(Drivebycuriosity) - Technology stocks are suffering another sudden meltdown, one of so many in their history. The media found a culprit for the rout - a "whale". The journalists of the Wall Street Journal and other media outlets refer to Softbank, a giant Japanese investment conglomerate (cnn). According to the media the Japanese "whale" caused the recent rally in tech stocks by purchasing options on tech stocks in the value of $50 billion dollar. If we believe the journalists the immense mass of options pushed tech stocks to record highs and these push is now tapering off. Apparently some big players used the huge gains since March as an invitation to take some money from the table. As usual many fund managers and others followed. Professional portfolio managers, including administrators of large funds, usually act as a herd. When their bros are selling they are selling too which amplifies the stock market movements.
The big whale theory is unfounded. The recent tech rally is based on fundamental factors.
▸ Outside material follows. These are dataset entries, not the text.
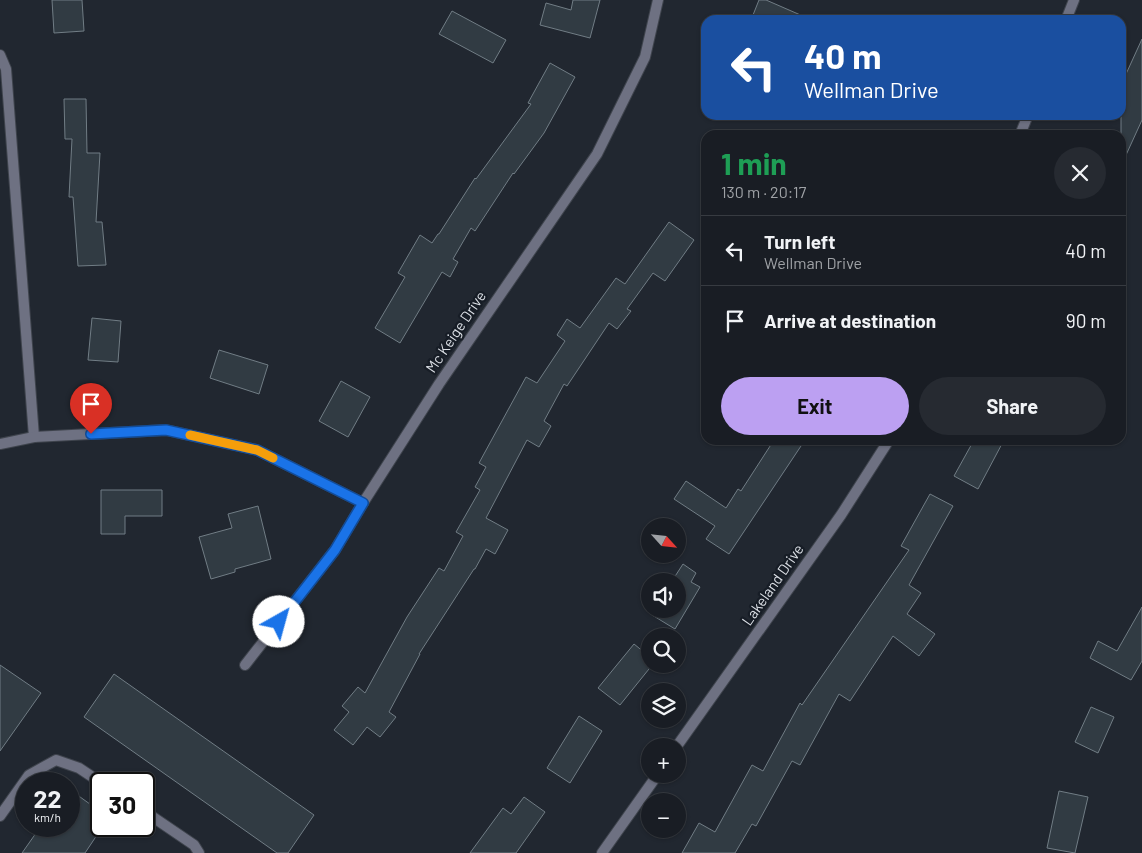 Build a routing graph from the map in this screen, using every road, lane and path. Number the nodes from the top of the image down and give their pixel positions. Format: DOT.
graph roads {
  1 [pos="658,0"];
  2 [pos="1074,0"];
  3 [pos="1068,15"];
  4 [pos="0,55"];
  5 [pos="34,437"];
  6 [pos="0,444"];
  7 [pos="886,445"];
  8 [pos="363,503"];
  9 [pos="245,665"];
  10 [pos="683,738"];
  11 [pos="90,775"];
  12 [pos="652,783"];
  13 [pos="0,816"];
  14 [pos="155,818"];
  15 [pos="198,853"];
  16 [pos="602,853"];
  1 -- 8 [label="street, Mc Keige Drive"];
  2 -- 3 [label="street"];
  4 -- 5 [label="street"];
  5 -- 6 [label="street"];
  5 -- 8 [label="street"];
  7 -- 10 [label="street, Lakeland Drive"];
  8 -- 9 [label="street, Mc Keige Drive"];
  11 -- 13 [label="street"];
  12 -- 16 [label="street"];
  14 -- 15 [label="street"];
}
Tech stocks have been climbing since 2008 driven by a phenomena known as "software is eating the world" (a16z). Marc Andreessen described the rapid advance of information technology, meaning combinations of computers, smartphones, Internet and other digital systems which have been making businesses and our daily life more efficient, productive and convenient.
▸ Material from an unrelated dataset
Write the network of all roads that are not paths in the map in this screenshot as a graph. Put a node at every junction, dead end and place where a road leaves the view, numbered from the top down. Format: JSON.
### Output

The fundamental drivers for the tech rally accelerated since March this year because of the corona crisis. Internet - and other software applications - are helping everyone to deal with lockdowns and social distancing. Microsoft`s CEO Satya Nadella said that “two years of digital transformation took place in two months” ( microsoft ). The Ceo of Bill.com, an online service, said: "We believe the ongoing pandemic has accelerated the need for businesses to focus on digital transformation” (seekingalpha).
The Covid Pandemic changed many habits. The crisis forces many people to work, learn, shop, educate & entertain from home which is fostering digitization and raising efficiency & productivity of the economy ( driveby ). Online sales worldwide are surging, more people are working from home, they are binge watching Netflix & Amazon Prime, listening via Spotify, reading Kindle books, surfing Facebook & Twitter and businesses are running more & more on cloud computing. Not only consumers are changing, corporations adapt as well. We are witnessing an accelerated shift toward digital technologies that are faster, less expensive, more productive and raise creativity. Many Internet companies reported jumping earnings & revenues and Amazon`s sales growth accelerated to 40% and Zoom, an Internet video company, is growing about 200% annually.
It is unlikely that corporations & consumers will return to their old behavior when the corona crisis is over. The advantages of the information sector are too big and they are growing fast, eating more of the world. People love e-commerce, Internet entertainment & communication and companies need more & more information technology to be competitive in a swiftly changing world. These fundamentals were - and will be - reflected in the rally. I am convinced that the tech rally will resume soon and the players will come back - wale or not.